The KRK logo on the front of the speaker is backlit when the monitors are powered on. The features continue... There's a DSP-driven EQ and menu system that is controlled via an LCD and data encoder on the rear panel. Use this to fix the room correction EQ and monitor level. You can also use it to adjust the standby mode and the front panel logo backlight, which can be on, dimmed or off completely.
There is a 2-band EQ with five fixed settings per band – a total of 25 combinations. Specifically designed for room correction, these include typical shelving adjustments at 60Hz and 10kHz. If you feel confident making more extensive adjustments, there are also peak options at both 200Hz and 3.5kHz.
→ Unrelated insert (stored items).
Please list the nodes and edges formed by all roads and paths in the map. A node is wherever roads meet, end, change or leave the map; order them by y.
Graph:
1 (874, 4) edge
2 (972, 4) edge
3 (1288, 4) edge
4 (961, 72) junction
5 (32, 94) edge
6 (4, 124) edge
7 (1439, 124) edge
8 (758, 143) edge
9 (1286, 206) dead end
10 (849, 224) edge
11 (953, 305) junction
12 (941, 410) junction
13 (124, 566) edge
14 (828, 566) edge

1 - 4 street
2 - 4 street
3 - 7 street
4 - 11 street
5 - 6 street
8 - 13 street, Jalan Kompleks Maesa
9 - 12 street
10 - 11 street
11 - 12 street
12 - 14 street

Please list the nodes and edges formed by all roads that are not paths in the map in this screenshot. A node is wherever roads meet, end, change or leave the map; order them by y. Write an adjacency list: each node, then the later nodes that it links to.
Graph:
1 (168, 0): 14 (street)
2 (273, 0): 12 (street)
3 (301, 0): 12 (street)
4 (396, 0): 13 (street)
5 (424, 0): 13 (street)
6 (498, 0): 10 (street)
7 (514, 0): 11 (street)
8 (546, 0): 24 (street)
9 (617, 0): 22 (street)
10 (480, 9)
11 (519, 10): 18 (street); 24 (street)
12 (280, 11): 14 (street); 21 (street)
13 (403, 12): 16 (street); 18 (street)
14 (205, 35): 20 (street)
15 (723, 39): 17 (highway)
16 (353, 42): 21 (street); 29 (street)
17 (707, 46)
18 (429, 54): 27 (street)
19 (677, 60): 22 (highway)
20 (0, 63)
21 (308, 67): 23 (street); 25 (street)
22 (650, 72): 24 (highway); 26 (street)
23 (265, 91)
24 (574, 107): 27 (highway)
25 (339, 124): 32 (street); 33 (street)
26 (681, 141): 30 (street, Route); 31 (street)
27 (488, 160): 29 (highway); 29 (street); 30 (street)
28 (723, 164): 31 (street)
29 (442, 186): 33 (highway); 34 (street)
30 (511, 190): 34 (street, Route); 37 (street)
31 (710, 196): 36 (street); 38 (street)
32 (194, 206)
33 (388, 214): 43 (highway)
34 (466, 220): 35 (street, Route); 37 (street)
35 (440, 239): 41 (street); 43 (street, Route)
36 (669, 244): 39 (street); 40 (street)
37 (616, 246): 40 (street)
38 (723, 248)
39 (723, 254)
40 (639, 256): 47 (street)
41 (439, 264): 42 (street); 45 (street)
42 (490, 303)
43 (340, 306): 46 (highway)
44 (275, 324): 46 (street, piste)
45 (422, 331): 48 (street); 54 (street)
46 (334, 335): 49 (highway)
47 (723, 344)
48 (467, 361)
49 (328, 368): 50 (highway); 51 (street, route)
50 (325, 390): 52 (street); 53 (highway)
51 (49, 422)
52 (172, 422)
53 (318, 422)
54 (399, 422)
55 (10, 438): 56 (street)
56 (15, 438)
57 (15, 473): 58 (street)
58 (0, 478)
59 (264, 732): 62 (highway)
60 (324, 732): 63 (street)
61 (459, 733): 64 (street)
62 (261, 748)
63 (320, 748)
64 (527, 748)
Select your settings and the LCD displays an EQ curve so you know where you are tonally. Our only bugbear of note is the LCD's positioning. But once we turned one monitor round we were happy, matching the settings on the other one.
The default settings are pretty punchy. While this is great for capturing the vibe on a session, they are less suited to mixing. That required some adjustments, and we set the low shelf (60Hz) at -3dB.
The RP7's mid range sounds a bit reserved for my tastes. Ultimately, we plumped for a moderate EQ boost (+1dB at 3.5kHz and 10kHz). It is to the RP7's credit that we have the option to make these adjustments, and there’s also a handy iOS and Android app if you’re in need of some help with setup. They will help you with orientation and also analyse pink noise so your EQ adjustments are more effective.
The Rokit RP7 is a very decent monitor. Overall, it is well-built, and there are more than enough options for tweaking the setup so that the sonics are optimised for the room and, crucially, for your own personal taste.
MusicRadar verdict: With their punchy delivery and abundance of EQ tweaking options, the RP7 monitors are Rokit's best yet, offering plenty of power at an accessible price.